INFORMATION GIVEN Start Marker

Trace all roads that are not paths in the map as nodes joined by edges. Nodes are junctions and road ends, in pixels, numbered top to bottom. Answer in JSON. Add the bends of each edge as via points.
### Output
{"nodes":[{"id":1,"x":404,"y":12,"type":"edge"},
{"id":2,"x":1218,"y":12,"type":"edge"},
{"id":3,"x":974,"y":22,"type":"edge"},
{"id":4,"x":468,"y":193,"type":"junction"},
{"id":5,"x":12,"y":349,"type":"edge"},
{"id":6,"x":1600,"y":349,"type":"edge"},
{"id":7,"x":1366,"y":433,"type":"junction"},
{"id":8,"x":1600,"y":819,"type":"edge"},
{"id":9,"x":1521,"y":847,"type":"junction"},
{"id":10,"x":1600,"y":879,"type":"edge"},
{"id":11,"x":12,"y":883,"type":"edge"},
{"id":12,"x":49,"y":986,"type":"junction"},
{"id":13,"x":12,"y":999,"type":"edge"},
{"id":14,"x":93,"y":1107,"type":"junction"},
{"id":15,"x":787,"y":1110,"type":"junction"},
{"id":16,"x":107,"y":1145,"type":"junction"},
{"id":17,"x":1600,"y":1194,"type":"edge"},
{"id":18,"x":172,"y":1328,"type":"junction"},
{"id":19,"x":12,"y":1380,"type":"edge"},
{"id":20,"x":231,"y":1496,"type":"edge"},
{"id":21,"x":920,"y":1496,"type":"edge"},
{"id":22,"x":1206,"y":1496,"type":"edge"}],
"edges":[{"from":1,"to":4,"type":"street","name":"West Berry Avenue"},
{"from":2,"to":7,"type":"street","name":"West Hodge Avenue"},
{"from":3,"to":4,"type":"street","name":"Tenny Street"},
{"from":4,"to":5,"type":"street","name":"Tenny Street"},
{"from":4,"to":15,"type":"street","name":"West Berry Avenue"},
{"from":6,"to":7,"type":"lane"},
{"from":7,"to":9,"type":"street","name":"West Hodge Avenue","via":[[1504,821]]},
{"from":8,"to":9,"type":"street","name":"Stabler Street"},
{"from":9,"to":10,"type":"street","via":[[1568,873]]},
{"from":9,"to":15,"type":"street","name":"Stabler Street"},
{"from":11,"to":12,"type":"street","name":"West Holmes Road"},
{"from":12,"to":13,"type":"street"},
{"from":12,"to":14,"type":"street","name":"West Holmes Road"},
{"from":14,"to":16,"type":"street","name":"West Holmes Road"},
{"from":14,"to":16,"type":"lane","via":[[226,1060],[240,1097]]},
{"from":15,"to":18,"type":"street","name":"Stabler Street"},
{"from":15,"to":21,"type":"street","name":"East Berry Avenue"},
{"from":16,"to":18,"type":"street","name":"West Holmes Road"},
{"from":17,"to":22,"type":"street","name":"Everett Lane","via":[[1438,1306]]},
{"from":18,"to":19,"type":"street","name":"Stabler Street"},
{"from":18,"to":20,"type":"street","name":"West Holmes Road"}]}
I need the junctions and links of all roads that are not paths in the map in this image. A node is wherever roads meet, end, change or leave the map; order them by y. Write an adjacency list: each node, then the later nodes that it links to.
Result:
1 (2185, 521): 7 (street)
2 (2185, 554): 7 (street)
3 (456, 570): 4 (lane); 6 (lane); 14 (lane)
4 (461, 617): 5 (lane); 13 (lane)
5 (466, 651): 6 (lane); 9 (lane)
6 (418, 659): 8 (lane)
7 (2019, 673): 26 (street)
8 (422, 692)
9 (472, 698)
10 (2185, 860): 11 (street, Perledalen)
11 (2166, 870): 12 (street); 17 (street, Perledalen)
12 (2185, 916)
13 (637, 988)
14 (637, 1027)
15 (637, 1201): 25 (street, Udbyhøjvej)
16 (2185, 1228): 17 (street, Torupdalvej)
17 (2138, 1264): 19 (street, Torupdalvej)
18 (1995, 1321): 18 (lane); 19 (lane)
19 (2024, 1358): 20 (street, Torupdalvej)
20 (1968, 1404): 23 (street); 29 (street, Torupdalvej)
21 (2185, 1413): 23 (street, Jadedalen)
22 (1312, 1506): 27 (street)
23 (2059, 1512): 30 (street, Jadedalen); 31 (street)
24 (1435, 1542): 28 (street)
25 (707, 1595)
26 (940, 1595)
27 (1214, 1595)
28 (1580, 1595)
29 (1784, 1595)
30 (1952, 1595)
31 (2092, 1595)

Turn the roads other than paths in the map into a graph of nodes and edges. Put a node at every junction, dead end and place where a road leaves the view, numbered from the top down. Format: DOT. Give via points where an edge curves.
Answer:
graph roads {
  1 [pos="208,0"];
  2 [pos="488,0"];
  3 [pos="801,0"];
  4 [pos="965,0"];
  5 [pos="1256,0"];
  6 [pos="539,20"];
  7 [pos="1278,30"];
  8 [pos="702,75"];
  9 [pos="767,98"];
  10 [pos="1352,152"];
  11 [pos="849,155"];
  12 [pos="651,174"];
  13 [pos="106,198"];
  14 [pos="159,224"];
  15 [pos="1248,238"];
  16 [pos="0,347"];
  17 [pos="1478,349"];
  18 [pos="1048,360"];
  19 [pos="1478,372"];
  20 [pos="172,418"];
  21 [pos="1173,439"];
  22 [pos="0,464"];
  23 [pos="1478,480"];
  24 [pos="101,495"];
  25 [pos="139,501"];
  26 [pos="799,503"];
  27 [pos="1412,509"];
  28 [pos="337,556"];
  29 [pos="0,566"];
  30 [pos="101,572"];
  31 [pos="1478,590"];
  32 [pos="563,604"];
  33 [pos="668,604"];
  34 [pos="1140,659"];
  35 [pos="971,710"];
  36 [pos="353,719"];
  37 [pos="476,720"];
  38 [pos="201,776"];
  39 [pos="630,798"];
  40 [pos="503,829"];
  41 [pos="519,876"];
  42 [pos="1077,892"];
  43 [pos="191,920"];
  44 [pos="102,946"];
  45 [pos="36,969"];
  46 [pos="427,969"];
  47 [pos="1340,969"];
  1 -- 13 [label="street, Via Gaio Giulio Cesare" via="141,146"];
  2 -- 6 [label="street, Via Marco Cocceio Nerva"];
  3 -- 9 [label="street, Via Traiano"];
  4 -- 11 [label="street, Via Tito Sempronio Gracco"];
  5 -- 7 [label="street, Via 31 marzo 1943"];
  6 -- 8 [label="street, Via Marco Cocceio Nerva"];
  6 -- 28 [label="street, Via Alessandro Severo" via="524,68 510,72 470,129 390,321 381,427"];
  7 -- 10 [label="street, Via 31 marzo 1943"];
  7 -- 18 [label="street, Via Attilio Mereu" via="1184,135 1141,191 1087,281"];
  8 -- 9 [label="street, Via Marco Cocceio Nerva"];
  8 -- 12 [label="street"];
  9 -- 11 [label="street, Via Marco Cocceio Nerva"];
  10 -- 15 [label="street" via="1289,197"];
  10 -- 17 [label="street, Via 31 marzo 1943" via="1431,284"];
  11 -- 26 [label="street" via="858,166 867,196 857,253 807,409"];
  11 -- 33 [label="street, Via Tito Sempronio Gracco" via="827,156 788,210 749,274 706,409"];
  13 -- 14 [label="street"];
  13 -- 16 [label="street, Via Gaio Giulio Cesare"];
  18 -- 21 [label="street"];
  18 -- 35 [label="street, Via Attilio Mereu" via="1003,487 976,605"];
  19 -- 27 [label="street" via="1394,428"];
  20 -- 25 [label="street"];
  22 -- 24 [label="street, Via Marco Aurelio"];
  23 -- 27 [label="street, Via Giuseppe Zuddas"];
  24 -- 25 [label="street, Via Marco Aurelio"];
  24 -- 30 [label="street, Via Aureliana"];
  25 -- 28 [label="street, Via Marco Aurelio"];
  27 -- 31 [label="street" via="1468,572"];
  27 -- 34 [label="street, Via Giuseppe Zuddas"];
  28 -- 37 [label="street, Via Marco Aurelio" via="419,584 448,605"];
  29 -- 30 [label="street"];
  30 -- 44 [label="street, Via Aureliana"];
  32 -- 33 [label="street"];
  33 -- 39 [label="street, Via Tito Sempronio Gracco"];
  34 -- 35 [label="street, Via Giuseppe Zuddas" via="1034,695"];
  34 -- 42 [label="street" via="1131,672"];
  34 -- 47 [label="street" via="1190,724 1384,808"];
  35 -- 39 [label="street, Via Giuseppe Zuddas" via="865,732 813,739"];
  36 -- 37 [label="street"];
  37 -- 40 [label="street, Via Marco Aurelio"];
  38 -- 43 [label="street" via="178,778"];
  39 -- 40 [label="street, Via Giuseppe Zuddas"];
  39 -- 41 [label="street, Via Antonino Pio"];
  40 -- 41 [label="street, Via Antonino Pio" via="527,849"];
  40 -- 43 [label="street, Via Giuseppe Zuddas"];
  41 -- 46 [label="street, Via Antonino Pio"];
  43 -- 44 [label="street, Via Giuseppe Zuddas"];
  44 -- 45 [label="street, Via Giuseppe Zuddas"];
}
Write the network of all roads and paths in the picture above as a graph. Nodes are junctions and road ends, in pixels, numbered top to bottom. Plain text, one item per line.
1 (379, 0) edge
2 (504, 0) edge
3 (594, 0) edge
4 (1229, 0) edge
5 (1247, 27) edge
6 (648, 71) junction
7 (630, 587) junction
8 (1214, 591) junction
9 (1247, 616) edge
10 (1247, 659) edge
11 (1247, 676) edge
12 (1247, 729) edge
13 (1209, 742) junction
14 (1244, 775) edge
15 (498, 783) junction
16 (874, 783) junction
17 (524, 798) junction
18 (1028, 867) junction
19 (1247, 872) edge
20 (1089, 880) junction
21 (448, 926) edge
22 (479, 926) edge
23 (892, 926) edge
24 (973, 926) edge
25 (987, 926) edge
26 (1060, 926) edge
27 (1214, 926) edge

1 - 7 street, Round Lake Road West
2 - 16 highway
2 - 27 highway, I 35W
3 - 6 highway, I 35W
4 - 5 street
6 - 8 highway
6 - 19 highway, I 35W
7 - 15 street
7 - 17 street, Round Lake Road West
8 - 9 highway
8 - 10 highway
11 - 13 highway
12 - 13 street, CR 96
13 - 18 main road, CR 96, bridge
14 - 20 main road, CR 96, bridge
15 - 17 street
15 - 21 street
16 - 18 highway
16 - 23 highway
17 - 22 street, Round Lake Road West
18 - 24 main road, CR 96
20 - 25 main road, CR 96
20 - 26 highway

INFORMATION GIVEN End Marker

> _ACTIVITY_
Return every line from the records above that holds the word "Gracco".

> _ANSWER BOX_
  4 -- 11 [label="street, Via Tito Sempronio Gracco"];
  11 -- 33 [label="street, Via Tito Sempronio Gracco" via="827,156 788,210 749,274 706,409"];
  33 -- 39 [label="street, Via Tito Sempronio Gracco"];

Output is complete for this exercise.